I've always been an "album listener". With the exception of radio, compilations and mixtapes (the mere memory of which just melts my heart), this really was the way to listen to music in the era of physical albums: Choosing an album, physically inserting it into its playing device and listening to it. A truly ritualistic experience. One of the side effects of experiencing tangible music mediums is that the moments of starting and finishing an album were clear. Just think about how involved the process of starting and ending an LP record is.
Intimacy and respect
My Innuendo cassette held out remarkably well through all of the 90s At a certain point in the late 00's I mostly stopped buying physical albums; yet in my subsequent years of digital listening I have always maintained that "album listening" is a more impactful and somehow more respectful way of listening to recorded music. Having recorded a few albums myself, I'm all too aware of the amount of thought that goes into just the arrangement of the songs on an album (in fact, thinking about the arc of the listener's experience is a service as close to user experience design I can think of). There's also something quite intimate about listening to a full album. Some albums are put together with subtle sonic transitions between each track, allowing them all to coalesce seamlessly into one single musical journey. Some albums have gentle beginnings which gradually crescendo to ultimately conclude with such an epic ending that its all I wait for throughout each and every listen. Nowadays, though, it seems that the places we get not just our music, but all of our entertainment, don't want us to ever stop. If you take a moment to think about it (...and clearly I have), there are so many examples now that illustrate how this natural ending has been taken away from us.

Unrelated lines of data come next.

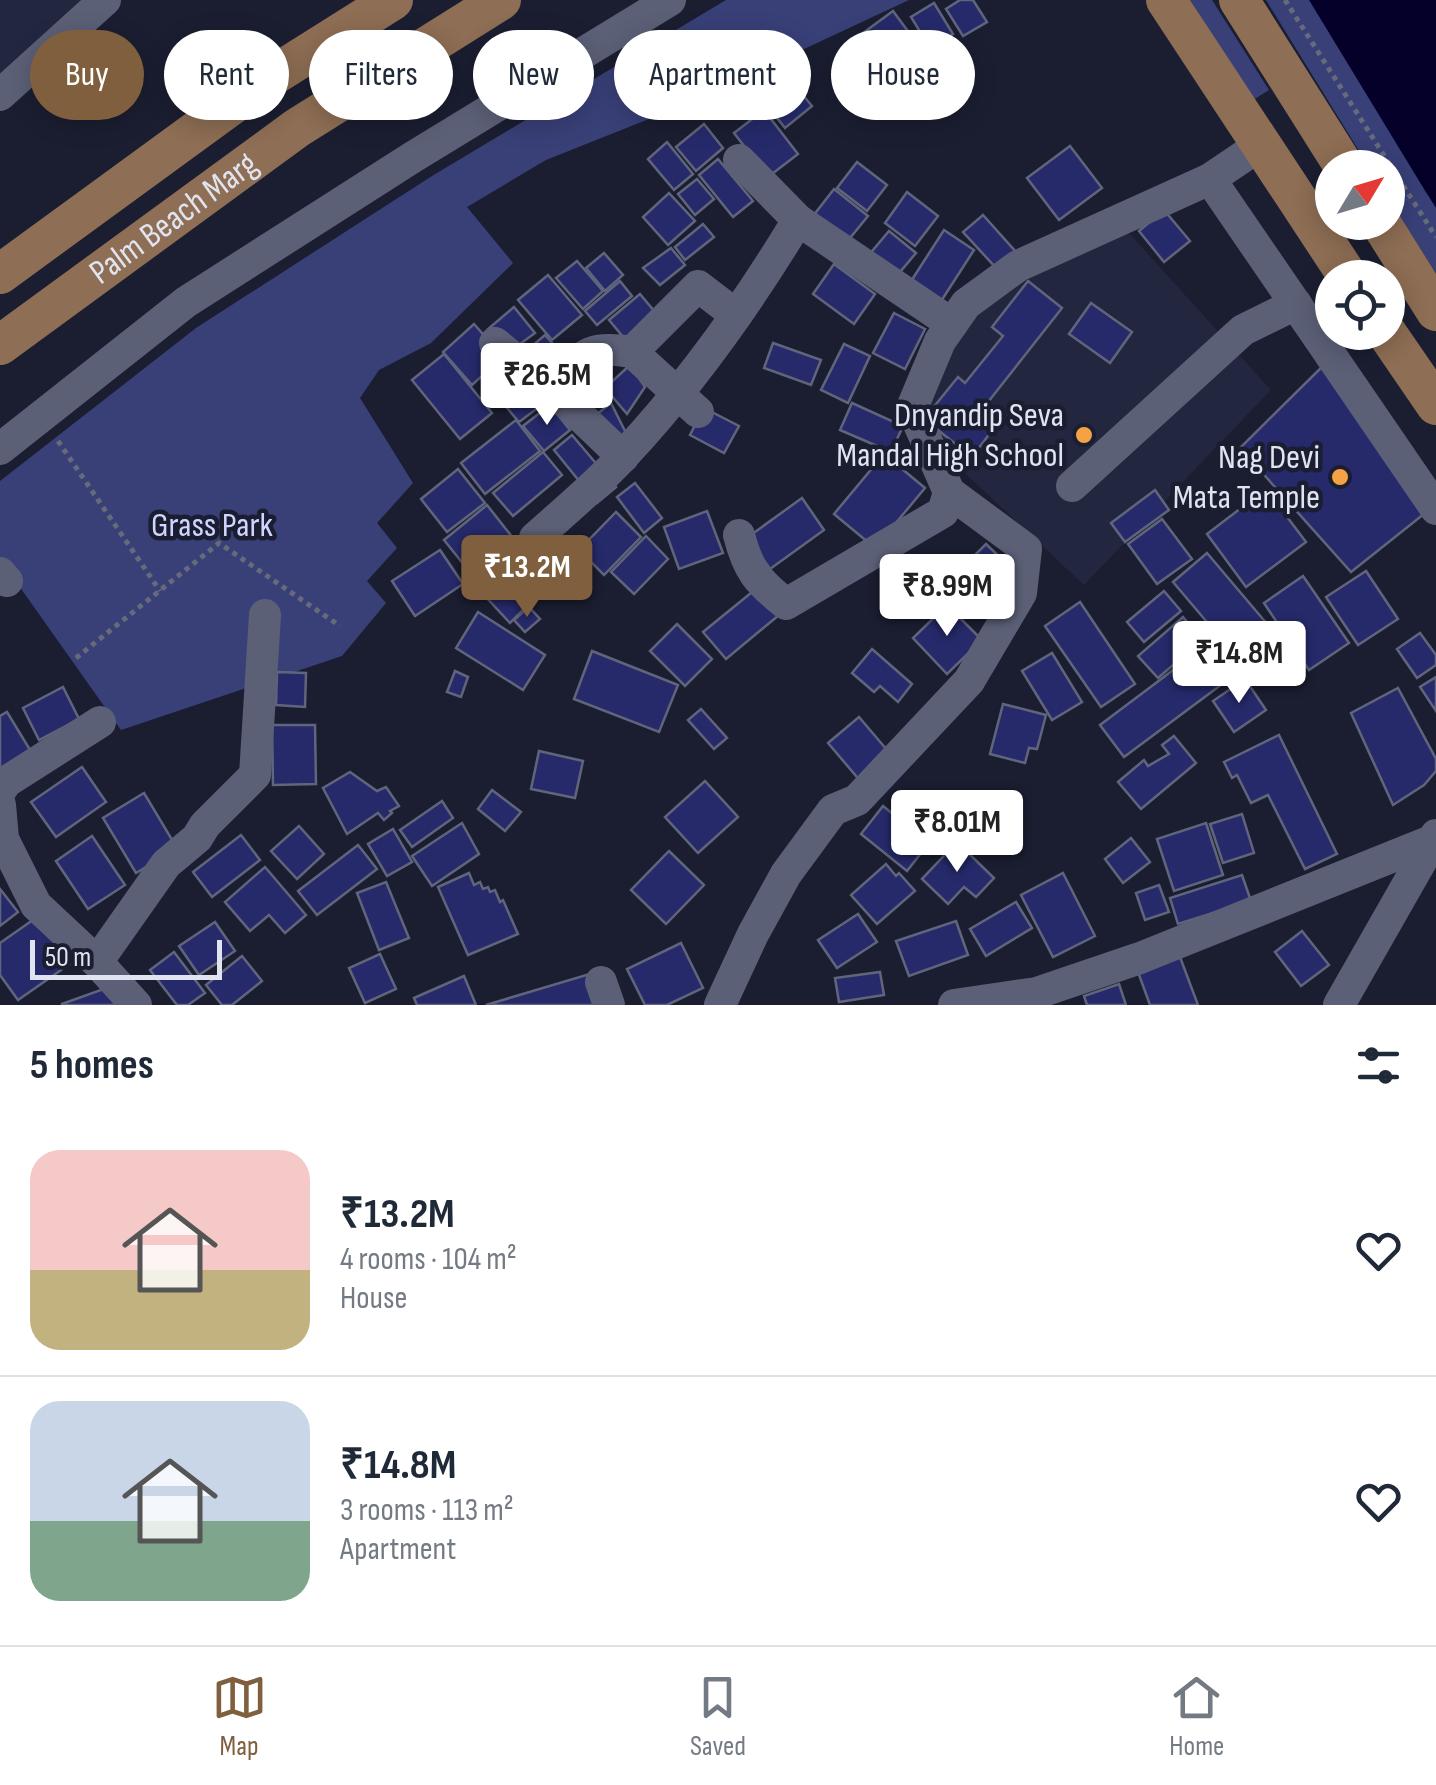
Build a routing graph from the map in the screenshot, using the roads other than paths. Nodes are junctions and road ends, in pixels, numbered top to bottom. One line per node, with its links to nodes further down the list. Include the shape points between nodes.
1 (105, 0): 8 (street)
2 (393, 0): 16 (main road, Palm Beach Marg, via 266,80)
3 (501, 0): 22 (main road, Palm Beach Marg, via 297,128)
4 (670, 0): 28 (street, via 186,302)
5 (1166, 0): 9 (main road)
6 (1238, 0): 7 (main road)
7 (1295, 89): 9 (main road); 10 (main road)
8 (0, 94)
9 (1252, 134): 12 (street); 15 (main road)
10 (1334, 150)
11 (739, 160): 13 (street)
12 (1210, 179): 17 (street); 20 (street, via 1018,266 966,304)
13 (798, 220): 19 (street); 20 (street)
14 (1391, 240): 18 (main road)
15 (1337, 260)
16 (0, 274)
17 (1296, 304): 30 (street, via 1242,330); 32 (street)
18 (1436, 311)
19 (736, 315): 24 (street, via 698,286); 26 (street)
20 (952, 324): 31 (street, via 912,408)
21 (495, 343): 25 (street)
22 (0, 345)
23 (1398, 350): 27 (main road)
24 (632, 352): 25 (street, via 589,351); 26 (street)
25 (553, 390): 29 (street)
26 (688, 403): 29 (street)
27 (1436, 405)
28 (0, 449)
29 (623, 458): 34 (street)
30 (1072, 486)
31 (949, 492): 33 (street, via 943,512 786,604 746,564); 42 (street, via 1026,549 1021,593 969,681 857,800 833,810 821,826 778,889)
32 (1436, 509)
33 (739, 535)
34 (535, 538)
35 (265, 615): 40 (street, via 255,775 166,864)
36 (100, 722): 37 (street)
37 (0, 791)
38 (0, 805): 40 (street, via 4,838 36,905)
39 (1435, 838): 43 (street, via 1140,958 1037,993); 44 (street)
40 (97, 962): 41 (street)
41 (136, 1005)
42 (720, 1005)
43 (958, 1005)
44 (1339, 1005)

All of the content we consume
It's hard to even visit a website now without numerous popups, asking you to sign up to a newsletter or offering a discount code before you've even had a chance to peruse. YouTube autoplay will, unless you stop it within a few short seconds, keep on playing videos until the end of infinity. Spotify, too, will continue playing music at you until our ultimate digital apocalypse. Autoplay has become the doomscrolling of new media. "I'm watching TV but I find it hard to stay conscious. I'm totally bored but I can't switch off." -Anesthetize, Porcupine Tree
Anything to keep you for just a bit longer
Even when autoplay is turned off, these services still need to beg us for more of our time and attention. It's nigh on impossible to even come close to finishing a YouTube video or Netflix show without being presented with suggestions of what to watch next. Media companies and apps still tend to find other ways of getting their content in front of our eyes - and I suspect foul play is often at hand. In the case of YouTube, there are many, many reported cases of the autoplay setting being constantly turned back on (a bug, allegedly). HBO Max claims that the inability to turn autoplay off on their TV app is due to certain television manufacturer's TV settings?! I can obviously understand why they wouldn't want to really address this issue with any pace - our attention is just too valuable to their revenue model. Instagram does things in an even naughtier way, and you're likely to have noticed it yourself: opening up Insta will often, very briefly, show a post which you haven't seen yet, only to quickly (but very visibly) slide it down just a bit further down out of your immediate view, giving you just enough reason to scroll a bit further down to see what you missed. It's really quite clever, yet kinda evil at the same time. Even when it's done well, I wonder about how this affects us. One of my favourite features of Spotify is its song radio, which brilliantly takes a song that I choose to give me hours and hours of more listening that I will probably like - and it's scarily on point most of the time. What does this sort of thing do to my ultimate and overall valuing of this beautiful form of art in the long-run? 'The curse of "there must be more"' -Anesthetize, Porcupine Tree
It's up to us now
When it comes to entertainment, a beginning and an end used to be there to help frame an experience; but they are becoming harder to find now. Coupled with what seems like a growing societal feeling that the world is ending, I simply wonder what effect this has on a person's nervous system - a constant stream of sensation with absolutely no end in sight… I think it's quite obvious that we find ourselves here because the way we pay for the things we enjoy has been completely turned on its head. Infrequent purchases from random customers is no longer attractive - but our time and attention very much are - whether we're paying with money or not. So is there a way back to how things were? …and would I even want to go back? Is there a better way for "them" to do this, or is it all about my vigilance and self control? Again, so many questions - so I would love to hear your thoughts on this, dear reader. Are you happy with your experience of enjoying your favourite content nowadays? How would you like to see things change?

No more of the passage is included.